Dunlap also argues that the underlying action in this case is a tort claim
against the bank, not a contract case or a case over ownership of the
accounts, and thus, the recovery of attorney fees is not provided for by
contract in the Account Agreement. Dunlap argues she is seeking damages,
and this is not a dispute regarding her account.
Dunlap is effectively asserting it was the intention of her and her
father for the visit to the Bank to add her to his accounts as an estate
planning tool. Estate planning is more appropriately delegated to legal
counsel in the drafting of wills, trusts, and acts of donation. Dunlap’s
assertions that the “intention” of the visit to the Bank were somehow
bumbled may sound in an action for legal malpractice, but for the fact that
Dunlap and her father bypassed legal counsel in the process of addressing
these assets of more than one million dollars. Their claims regarding the
accounts trigger the provisions of the Account Agreement regarding the
Bank’s right to recover its reasonable attorney fees, and the Bank and its
employees are not held to any legal malpractice standard or similar avenue
for recovery for any impact it may have had on the alleged estate plans
intended by Dunlap and her father.
6 Res Judicata
Louisiana Revised Statutes 13:4231, which sets forth the doctrine of
res judicata, provides as follows:
Except as otherwise provided by law, a valid and final judgment is conclusive between the same parties, except on appeal or other direct review, to the following extent:
(1) If the judgment is in favor of the plaintiff, all causes of action existing at the time of final judgment arising out of the transaction or occurrence that is the subject matter of the litigation are extinguished and merged in the judgment.
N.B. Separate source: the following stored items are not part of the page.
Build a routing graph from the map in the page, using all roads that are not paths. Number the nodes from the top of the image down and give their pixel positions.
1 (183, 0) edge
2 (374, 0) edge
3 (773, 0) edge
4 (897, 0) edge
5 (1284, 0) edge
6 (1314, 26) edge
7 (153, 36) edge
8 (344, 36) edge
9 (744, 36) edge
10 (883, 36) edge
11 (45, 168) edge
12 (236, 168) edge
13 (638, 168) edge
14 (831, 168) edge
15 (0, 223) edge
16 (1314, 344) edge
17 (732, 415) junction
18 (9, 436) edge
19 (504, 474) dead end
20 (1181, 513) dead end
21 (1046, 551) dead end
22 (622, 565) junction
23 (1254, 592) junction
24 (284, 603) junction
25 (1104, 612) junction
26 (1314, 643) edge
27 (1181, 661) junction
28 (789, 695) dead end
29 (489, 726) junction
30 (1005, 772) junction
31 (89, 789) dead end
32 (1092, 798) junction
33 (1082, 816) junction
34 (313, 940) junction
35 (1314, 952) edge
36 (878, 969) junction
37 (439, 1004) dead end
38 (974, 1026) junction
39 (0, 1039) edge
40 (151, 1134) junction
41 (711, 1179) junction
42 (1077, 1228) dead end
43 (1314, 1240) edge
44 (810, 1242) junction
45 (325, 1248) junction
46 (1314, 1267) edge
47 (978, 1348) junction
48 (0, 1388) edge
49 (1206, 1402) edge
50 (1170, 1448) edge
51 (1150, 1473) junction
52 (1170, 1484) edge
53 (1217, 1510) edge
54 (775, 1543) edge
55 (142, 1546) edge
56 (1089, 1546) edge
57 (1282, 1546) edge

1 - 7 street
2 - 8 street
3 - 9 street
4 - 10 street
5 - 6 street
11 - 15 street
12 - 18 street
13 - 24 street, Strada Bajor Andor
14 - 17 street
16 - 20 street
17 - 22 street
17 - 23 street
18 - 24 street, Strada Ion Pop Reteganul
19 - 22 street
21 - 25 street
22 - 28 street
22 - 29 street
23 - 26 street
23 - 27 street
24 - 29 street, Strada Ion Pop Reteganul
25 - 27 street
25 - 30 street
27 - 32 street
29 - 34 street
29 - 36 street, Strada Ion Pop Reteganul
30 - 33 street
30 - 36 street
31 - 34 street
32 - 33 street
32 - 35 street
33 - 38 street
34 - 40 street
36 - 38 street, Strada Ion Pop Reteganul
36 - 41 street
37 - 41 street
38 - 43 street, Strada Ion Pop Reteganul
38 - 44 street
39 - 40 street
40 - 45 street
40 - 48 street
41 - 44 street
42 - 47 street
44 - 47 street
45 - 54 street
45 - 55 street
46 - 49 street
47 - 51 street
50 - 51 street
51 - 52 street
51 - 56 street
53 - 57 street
(2) If the judgment is in favor of the defendant, all causes of action existing at the time of final judgment arising out of the transaction or occurrence that is the subject matter of the litigation are extinguished and the judgment bars a subsequent action on those causes of action.
(3) A judgment in favor of either the plaintiff or the defendant is conclusive, in any subsequent action between them, with respect to any issue actually litigated and determined if its determination was essential to that judgment.
Simply put, res judicata bars re-litigation of a subject matter arising
from the same transaction or occurrence of a previous suit. Therefore, the
court must determine whether the second action asserts a cause of action that
arises from the same transaction or occurrence as the subject matter of the
first action. Newburger v. Orkin, L.L.C., 20-534 (La. App. 3 Cir. 5/5/21),
320 So. 3d 465, writ denied, 21-00782 (La. 10/1/21), 324 So. 3d 1061.
Diamond B Constr. Co., Inc. v. Dep’t. of Transp. & Dev., 02-0573 (La. App.
1 Cir. 2/14/03), 845 So. 2d 429.
Attorney Fees
As a rule, attorney fees are not allowed in Louisiana unless they are
authorized by statute or provided for by contract. State v. Wagner, 10-0050
(La. 5/28/10), 38 So. 3d 240; Quinlan v. Sugar-Gold, 53,348 (La. App. 2
7 Cir. 3/11/20), 293 So. 3d 722. Dunlap suggests that language unilaterally
authorizing the bank to recover attorney fees, which is buried in pages of
bank documents a customer receives when a new bank account is opened,
should not be elevated to contractual status. Dunlap argues that unlike
situations in which the parties to an agreement must acknowledge particular
waivers of rights or creation of obligations, the Bank simply embedded in its
documents what some may consider completely one-sided and onerous
provisions, allowing only the Bank to recover its attorney fees in disputes,
even if the Bank was unsuccessful.
While the content and placement of lopsided provisions permitting the
Bank to recover its attorney fees may be an important consideration in
deciding to do business with it, there is no doubt the disclosure in its entirety
was provided to Dunlap and she signed the forms acknowledging receipt of
same. Signatures are not mere ornaments. Tweedel v. Brasseaux, 433 So.2d
133 (La. 1983). A person who signs a written instrument is presumed to
know its contents and cannot avoid its obligations by contending that he did
not read it, or that it was not explained or that he did not understand it.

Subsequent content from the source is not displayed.